The term canola was trademarked by the Western Canadian Oilseed Crushers' Association (now the Canadian Oilseed Processors Association) to differentiate the superior rapeseed derivative from the older rapeseed varieties.

Mr. Wadhera's OS Group, formerly called Mainra Exports, brought in the cooking oil made from the fat-free Canadian seeds to a market that already had an array of choices.

But he reels off the names of plush South Delhi neighbourhoods, where affluent consumers are ready to pay big money for healthy imported oil.

Moreover, India is known as a market for affordable, high-volume consumer goods for the hundreds of millions of lower middle-class homes, but it also an emerging economy in which Merrill Lynch estimated this year that there are 153,000 millionaires (in U.S. dollars). These are the consumers who can go for high-end products, often through imports.

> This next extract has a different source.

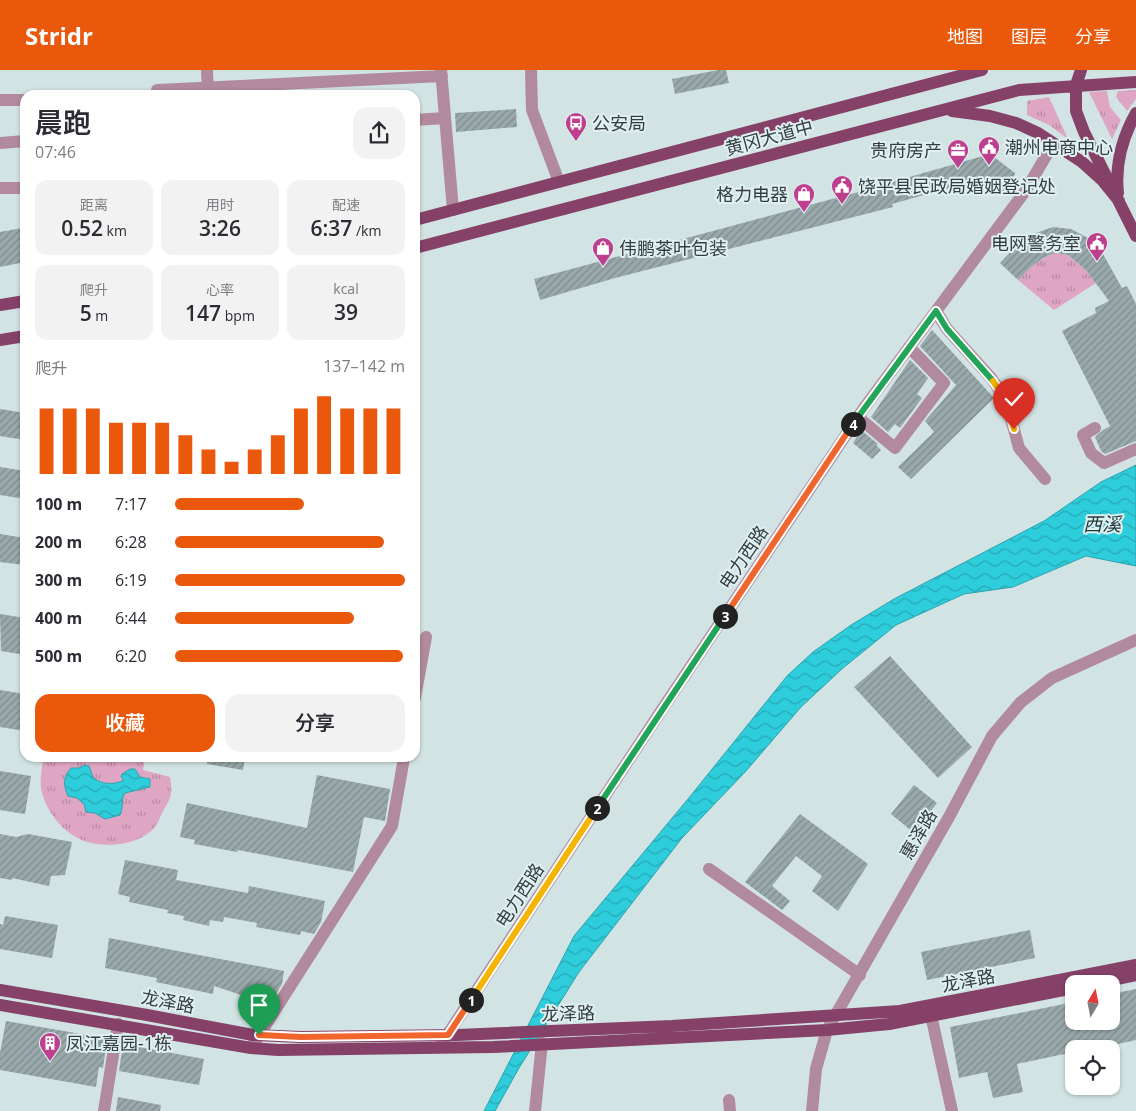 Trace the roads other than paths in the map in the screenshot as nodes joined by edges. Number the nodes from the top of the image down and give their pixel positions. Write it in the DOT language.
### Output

Canola oil is sold in India for between 130 and 325 rupees ($2.60 to $6.90) a litre. In the latest year alone, Mr. Wadhera's firm has sold about 12,000 litres; it sells the Bunge Capri brand, which goes for the upper end of the price range.

But that's not all. Mr. Wadhera's firm, which he runs with partner Deepika Gulati, also sells air fresheners, dishwashing gel, sugar-free sweeteners, sugar-free candies and bubblegum from Canada, often bought from the Canadian units of global companies.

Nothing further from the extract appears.